All in all no one can blame you for being protective of your life and family. The bigger dogs are here wether we like it or not and all aren't vicious. I just don't want people to demonize a great animal based on its bad influences. If anything the people who are negligent owners need to be held more accountable when and before anything happens. If you happen to shoot my dog for charging you I have no one to blame but me. My only hope is you wait long enough to get licked to death before you shoot. If not I would be devastated but I would get why you did it.


----------



## Jason Pelz (Mar 6, 2012)

My dogs, 2 German shepherds and a golden retriever, got out of my fence one day and had a lady and her dog surrounded and were growling pretty viciously. Luckily a neighbor stopped and got her and her dog safely in their van then called the police for help. Once I noticed they had gotten out I was in my truck as fast as I could move and looking for them. The cop was trying to get them into his cruiser but as soon as I pulled up all 3 dogs crouched in fear and slowly walked to my truck expecting a serious ass beating as they walked past. They knew they had screwed up. I somehow only got a warning that day but I've taken extra precautions to make sure they can never get out again. Having my male shepherd running after me and growling would scare the living hell out of me if he wasn't my dog so I could only imagine how that poor older lady felt. Anything can happen once but after that the owner better step up and correct the issue or reports need to be filed every time.


----------



## turtlebuster12 (Oct 8, 2013)

My front door got left open one time and my dog(this guy) got out and was wandering the neighborhood and lo and behold two little old women where petting him and talking to him when I found him. Lol they arent all what ppl make them out to be. My dogs bark and all when ppl come over but arent they supposed to? A lot of ppl are scared and assume the worse when they see my dogs especially when they bark until they actually interact with them.

Sent from my SAMSUNG-SGH-I337 using Ohub Campfire mobile app


----------



## K gonefishin (May 4, 2004)

geoffoquinn said:


> Pit bulls score higher overall on temperament testing than golden retrievers.

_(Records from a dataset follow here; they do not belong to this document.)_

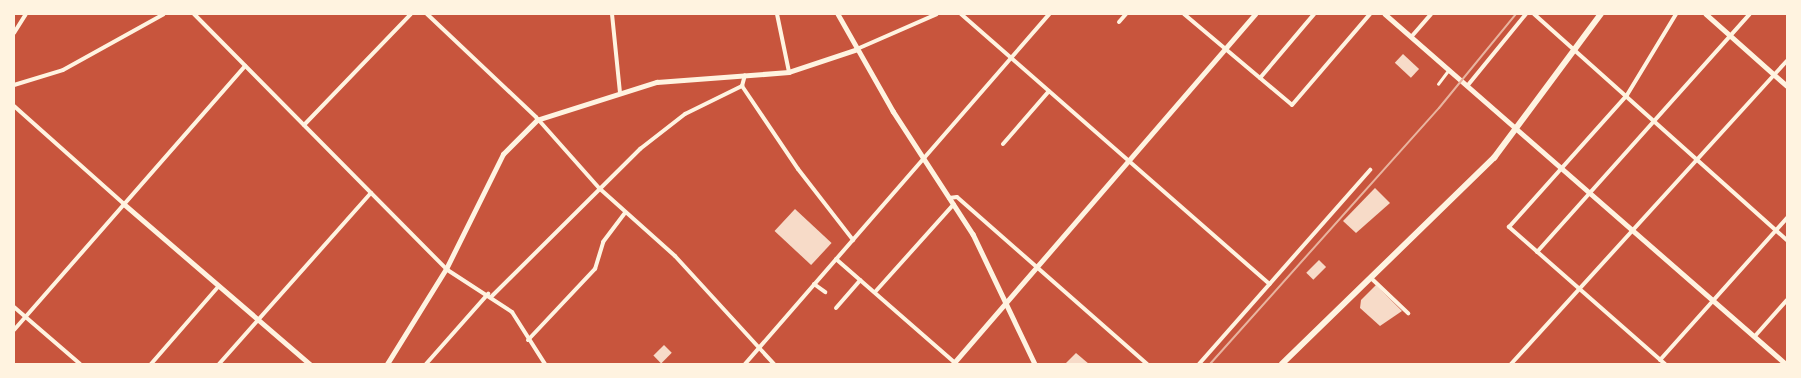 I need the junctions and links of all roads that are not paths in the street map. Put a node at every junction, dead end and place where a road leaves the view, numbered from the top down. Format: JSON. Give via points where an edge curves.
{"nodes":[{"id":1,"x":26,"y":14,"type":"edge"},
{"id":2,"x":164,"y":14,"type":"edge"},
{"id":3,"x":194,"y":14,"type":"edge"},
{"id":4,"x":411,"y":14,"type":"edge"},
{"id":5,"x":427,"y":14,"type":"edge"},
{"id":6,"x":612,"y":14,"type":"edge"},
{"id":7,"x":777,"y":14,"type":"edge"},
{"id":8,"x":838,"y":14,"type":"edge"},
{"id":9,"x":937,"y":14,"type":"edge"},
{"id":10,"x":961,"y":14,"type":"edge"},
{"id":11,"x":1049,"y":14,"type":"edge"},
{"id":12,"x":1126,"y":14,"type":"edge"},
{"id":13,"x":1184,"y":14,"type":"edge"},
{"id":14,"x":1255,"y":14,"type":"edge"},
{"id":15,"x":1314,"y":14,"type":"edge"},
{"id":16,"x":1370,"y":14,"type":"edge"},
{"id":17,"x":1385,"y":14,"type":"edge"},
{"id":18,"x":1431,"y":14,"type":"edge"},
{"id":19,"x":1526,"y":14,"type":"edge"},
{"id":20,"x":1534,"y":14,"type":"edge"},
{"id":21,"x":1601,"y":14,"type":"edge"},
{"id":22,"x":1676,"y":14,"type":"edge"},
{"id":23,"x":1706,"y":14,"type":"edge"},
{"id":24,"x":1750,"y":14,"type":"edge"},
{"id":25,"x":1119,"y":22,"type":"dead end"},
{"id":26,"x":14,"y":33,"type":"edge"},
{"id":27,"x":1412,"y":36,"type":"junction"},
{"id":28,"x":1731,"y":36,"type":"junction"},
{"id":29,"x":1226,"y":48,"type":"junction"},
{"id":30,"x":856,"y":50,"type":"junction"},
{"id":31,"x":1574,"y":51,"type":"junction"},
{"id":32,"x":1011,"y":58,"type":"junction"},
{"id":33,"x":1787,"y":61,"type":"edge"},
{"id":34,"x":245,"y":66,"type":"junction"},
{"id":35,"x":789,"y":72,"type":"junction"},
{"id":36,"x":1447,"y":72,"type":"dead end"},
{"id":37,"x":745,"y":75,"type":"junction"},
{"id":38,"x":1775,"y":75,"type":"junction"},
{"id":39,"x":1260,"y":78,"type":"junction"},
{"id":40,"x":1438,"y":84,"type":"dead end"},
{"id":41,"x":14,"y":85,"type":"edge"},
{"id":42,"x":1468,"y":85,"type":"junction"},
{"id":43,"x":742,"y":86,"type":"junction"},
{"id":44,"x":1787,"y":86,"type":"edge"},
{"id":45,"x":1049,"y":91,"type":"junction"},
{"id":46,"x":620,"y":94,"type":"junction"},
{"id":47,"x":1627,"y":95,"type":"junction"},
{"id":48,"x":14,"y":106,"type":"edge"},
{"id":49,"x":537,"y":120,"type":"junction"},
{"id":50,"x":1654,"y":121,"type":"junction"},
{"id":51,"x":304,"y":125,"type":"junction"},
{"id":52,"x":1515,"y":127,"type":"junction"},
{"id":53,"x":1003,"y":144,"type":"dead end"},
{"id":54,"x":925,"y":159,"type":"junction"},
{"id":55,"x":1698,"y":160,"type":"junction"},
{"id":56,"x":1129,"y":161,"type":"junction"},
{"id":57,"x":1562,"y":167,"type":"junction"},
{"id":58,"x":1370,"y":170,"type":"dead end"},
{"id":59,"x":599,"y":188,"type":"junction"},
{"id":60,"x":1590,"y":192,"type":"junction"},
{"id":61,"x":371,"y":193,"type":"junction"},
{"id":62,"x":948,"y":198,"type":"junction"},
{"id":63,"x":124,"y":204,"type":"junction"},
{"id":64,"x":954,"y":204,"type":"junction"},
{"id":65,"x":625,"y":213,"type":"junction"},
{"id":66,"x":1787,"y":218,"type":"edge"},
{"id":67,"x":1776,"y":230,"type":"junction"},
{"id":68,"x":1635,"y":231,"type":"junction"},
{"id":69,"x":853,"y":240,"type":"junction"},
{"id":70,"x":1787,"y":240,"type":"edge"},
{"id":71,"x":1537,"y":252,"type":"junction"},
{"id":72,"x":836,"y":259,"type":"junction"},
{"id":73,"x":1037,"y":268,"type":"junction"},
{"id":74,"x":446,"y":269,"type":"junction"},
{"id":75,"x":1372,"y":279,"type":"junction"},
{"id":76,"x":860,"y":280,"type":"junction"},
{"id":77,"x":814,"y":284,"type":"junction"},
{"id":78,"x":1269,"y":284,"type":"junction"},
{"id":79,"x":218,"y":287,"type":"junction"},
{"id":80,"x":1581,"y":291,"type":"junction"},
{"id":81,"x":825,"y":292,"type":"dead end"},
{"id":82,"x":875,"y":292,"type":"junction"},
{"id":83,"x":490,"y":295,"type":"junction"},
{"id":84,"x":1713,"y":300,"type":"junction"},
{"id":85,"x":1787,"y":300,"type":"edge"},
{"id":86,"x":1006,"y":302,"type":"junction"},
{"id":87,"x":14,"y":307,"type":"edge"},
{"id":88,"x":836,"y":308,"type":"dead end"},
{"id":89,"x":1408,"y":313,"type":"dead end"},
{"id":90,"x":25,"y":316,"type":"junction"},
{"id":91,"x":257,"y":320,"type":"junction"},
{"id":92,"x":14,"y":330,"type":"edge"},
{"id":93,"x":1755,"y":336,"type":"junction"},
{"id":94,"x":528,"y":340,"type":"junction"},
{"id":95,"x":758,"y":350,"type":"junction"},
{"id":96,"x":1660,"y":360,"type":"junction"},
{"id":97,"x":543,"y":363,"type":"edge"},
{"id":98,"x":954,"y":363,"type":"edge"},
{"id":99,"x":80,"y":364,"type":"edge"},
{"id":100,"x":151,"y":364,"type":"edge"},
{"id":101,"x":219,"y":364,"type":"edge"},
{"id":102,"x":310,"y":364,"type":"edge"},
{"id":103,"x":387,"y":364,"type":"edge"},
{"id":104,"x":426,"y":364,"type":"edge"},
{"id":105,"x":745,"y":364,"type":"edge"},
{"id":106,"x":774,"y":364,"type":"edge"},
{"id":107,"x":1035,"y":364,"type":"edge"},
{"id":108,"x":1147,"y":364,"type":"edge"},
{"id":109,"x":1199,"y":364,"type":"edge"},
{"id":110,"x":1282,"y":364,"type":"edge"},
{"id":111,"x":1511,"y":364,"type":"edge"},
{"id":112,"x":1665,"y":364,"type":"edge"},
{"id":113,"x":1786,"y":364,"type":"edge"}],
"edges":[{"from":1,"to":26,"type":"street"},
{"from":2,"to":41,"type":"street","via":[[63,70]]},
{"from":3,"to":34,"type":"street"},
{"from":4,"to":51,"type":"street"},
{"from":5,"to":49,"type":"street"},
{"from":6,"to":46,"type":"street"},
{"from":7,"to":35,"type":"street"},
{"from":8,"to":30,"type":"street"},
{"from":9,"to":30,"type":"street"},
{"from":10,"to":32,"type":"street"},
{"from":11,"to":32,"type":"street"},
{"from":12,"to":25,"type":"street"},
{"from":13,"to":29,"type":"street"},
{"from":14,"to":29,"type":"street"},
{"from":15,"to":39,"type":"street"},
{"from":16,"to":39,"type":"street","via":[[1292,105]]},
{"from":17,"to":27,"type":"street"},
{"from":18,"to":27,"type":"street"},
{"from":19,"to":42,"type":"street"},
{"from":20,"to":31,"type":"street"},
{"from":21,"to":31,"type":"main road"},
{"from":22,"to":47,"type":"street"},
{"from":23,"to":28,"type":"street"},
{"from":24,"to":28,"type":"street"},
{"from":27,"to":42,"type":"street"},
{"from":28,"to":38,"type":"street"},
{"from":28,"to":50,"type":"street"},
{"from":29,"to":39,"type":"street"},
{"from":29,"to":56,"type":"street"},
{"from":30,"to":35,"type":"street"},
{"from":30,"to":54,"type":"street"},
{"from":31,"to":47,"type":"street"},
{"from":31,"to":52,"type":"main road"},
{"from":32,"to":45,"type":"street"},
{"from":32,"to":54,"type":"street"},
{"from":33,"to":38,"type":"street"},
{"from":34,"to":51,"type":"street"},
{"from":34,"to":63,"type":"street"},
{"from":35,"to":37,"type":"street"},
{"from":36,"to":40,"type":"street"},
{"from":37,"to":43,"type":"street"},
{"from":37,"to":46,"type":"street","via":[[657,82]]},
{"from":38,"to":44,"type":"street"},
{"from":38,"to":55,"type":"street"},
{"from":42,"to":52,"type":"street"},
{"from":43,"to":59,"type":"street","via":[[675,120]]},
{"from":43,"to":69,"type":"street","via":[[798,169]]},
{"from":45,"to":53,"type":"street"},
{"from":45,"to":56,"type":"street"},
{"from":46,"to":49,"type":"street"},
{"from":47,"to":50,"type":"street"},
{"from":47,"to":57,"type":"street"},
{"from":48,"to":63,"type":"street"},
{"from":49,"to":59,"type":"street"},
{"from":49,"to":74,"type":"street","via":[[503,154]]},
{"from":50,"to":55,"type":"street"},
{"from":50,"to":60,"type":"street"},
{"from":51,"to":61,"type":"street"},
{"from":52,"to":57,"type":"street"},
{"from":52,"to":75,"type":"main road","via":[[1463,192]]},
{"from":54,"to":62,"type":"street"},
{"from":54,"to":69,"type":"street"},
{"from":55,"to":67,"type":"street"},
{"from":55,"to":68,"type":"street"},
{"from":56,"to":73,"type":"street"},
{"from":56,"to":78,"type":"street"},
{"from":57,"to":60,"type":"street"},
{"from":57,"to":71,"type":"street","via":[[1509,227]]},
{"from":58,"to":78,"type":"street"},
{"from":59,"to":65,"type":"street"},
{"from":59,"to":83,"type":"street"},
{"from":60,"to":68,"type":"street"},
{"from":60,"to":71,"type":"street"},
{"from":61,"to":74,"type":"street"},
{"from":61,"to":91,"type":"street"},
{"from":62,"to":64,"type":"street"},
{"from":62,"to":73,"type":"street","via":[[957,197]]},
{"from":63,"to":79,"type":"street"},
{"from":63,"to":90,"type":"street"},
{"from":64,"to":82,"type":"street"},
{"from":64,"to":86,"type":"street"},
{"from":65,"to":94,"type":"street","via":[[603,242],[595,269]]},
{"from":65,"to":95,"type":"street","via":[[675,256]]},
{"from":66,"to":67,"type":"street"},
{"from":67,"to":70,"type":"street"},
{"from":67,"to":84,"type":"street"},
{"from":68,"to":80,"type":"street"},
{"from":68,"to":84,"type":"street"},
{"from":69,"to":72,"type":"street"},
{"from":71,"to":80,"type":"street"},
{"from":72,"to":76,"type":"street"},
{"from":72,"to":77,"type":"street"},
{"from":73,"to":86,"type":"street"},
{"from":73,"to":108,"type":"street"},
{"from":74,"to":83,"type":"street"},
{"from":74,"to":103,"type":"street"},
{"from":75,"to":89,"type":"street"},
{"from":75,"to":110,"type":"main road"},
{"from":76,"to":82,"type":"street"},
{"from":76,"to":88,"type":"street"},
{"from":77,"to":81,"type":"street"},
{"from":77,"to":95,"type":"street"},
{"from":78,"to":109,"type":"street"},
{"from":79,"to":91,"type":"street"},
{"from":79,"to":100,"type":"street"},
{"from":80,"to":96,"type":"street"},
{"from":80,"to":111,"type":"street"},
{"from":82,"to":98,"type":"street"},
{"from":83,"to":94,"type":"street","via":[[512,312]]},
{"from":83,"to":104,"type":"street"},
{"from":84,"to":93,"type":"street"},
{"from":84,"to":96,"type":"street"},
{"from":85,"to":93,"type":"street"},
{"from":86,"to":98,"type":"street"},
{"from":86,"to":107,"type":"street"},
{"from":87,"to":90,"type":"street"},
{"from":90,"to":92,"type":"street"},
{"from":90,"to":99,"type":"street"},
{"from":91,"to":101,"type":"street"},
{"from":91,"to":102,"type":"street"},
{"from":93,"to":113,"type":"street"},
{"from":94,"to":97,"type":"street"},
{"from":95,"to":105,"type":"street"},
{"from":95,"to":106,"type":"street"},
{"from":96,"to":112,"type":"street"}]}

Come on man. I get into it with other pit owners on another board. NEVER seen such koolaid drinkers in my life. Whatever you need to tell yourself man.

I could care less what people own but don't throw out unsubstantiated facts because you want to believe they are true. Just so I'm not talking out of my ass I did some searching and Pits and most terriers aren't on any top 10 list of any kind except negative ones.


----------



## geoffoquinn (Oct 2, 2011)

K gonefishin said:


> Come on man. I get into it with other pit owners on another board. NEVER seen such koolaid drinkers in my life. Whatever you need to tell yourself man.
> 
> I could care less what people own but don't throw out unsubstantiated facts because you want to believe they are true. Just so I'm not talking out of my ass I did some searching and Pits and most terriers aren't on any top 10 list of any kind except negative ones.


http://www.google.com/url?sa=t&rct=...D1aDzTV5Ho2h69ltcZivcpw&bvm=bv.57799294,d.cWc Here's a link. I'm sure I can figure out what you mean by koolaid drinker. Have a nice day, you sound like a wonderful person.


----------



## turtlebuster12 (Oct 8, 2013)

Maybe you should do a little more research. Multiple studies have been done on their temperament and they routinely score high. If they didnt then why did Vicks dogs get saved from euthuanasia? They were temperament tested and scored highly. Its this kind of pure ignorance for the negative stereotypes surrounding the breed.

Sent from my SAMSUNG-SGH-I337 using Ohub Campfire mobile app


----------



## sylvan 17 (May 22, 2010)

K gonefishin said:


> There are a ton of breads out there, 5% of the dog population is probably a pretty good number. At the end of the day, look at the news link I posted, THAT is what matters, these dogs can be monsters and there are a ton of confirmed cases where the dogs just snaps.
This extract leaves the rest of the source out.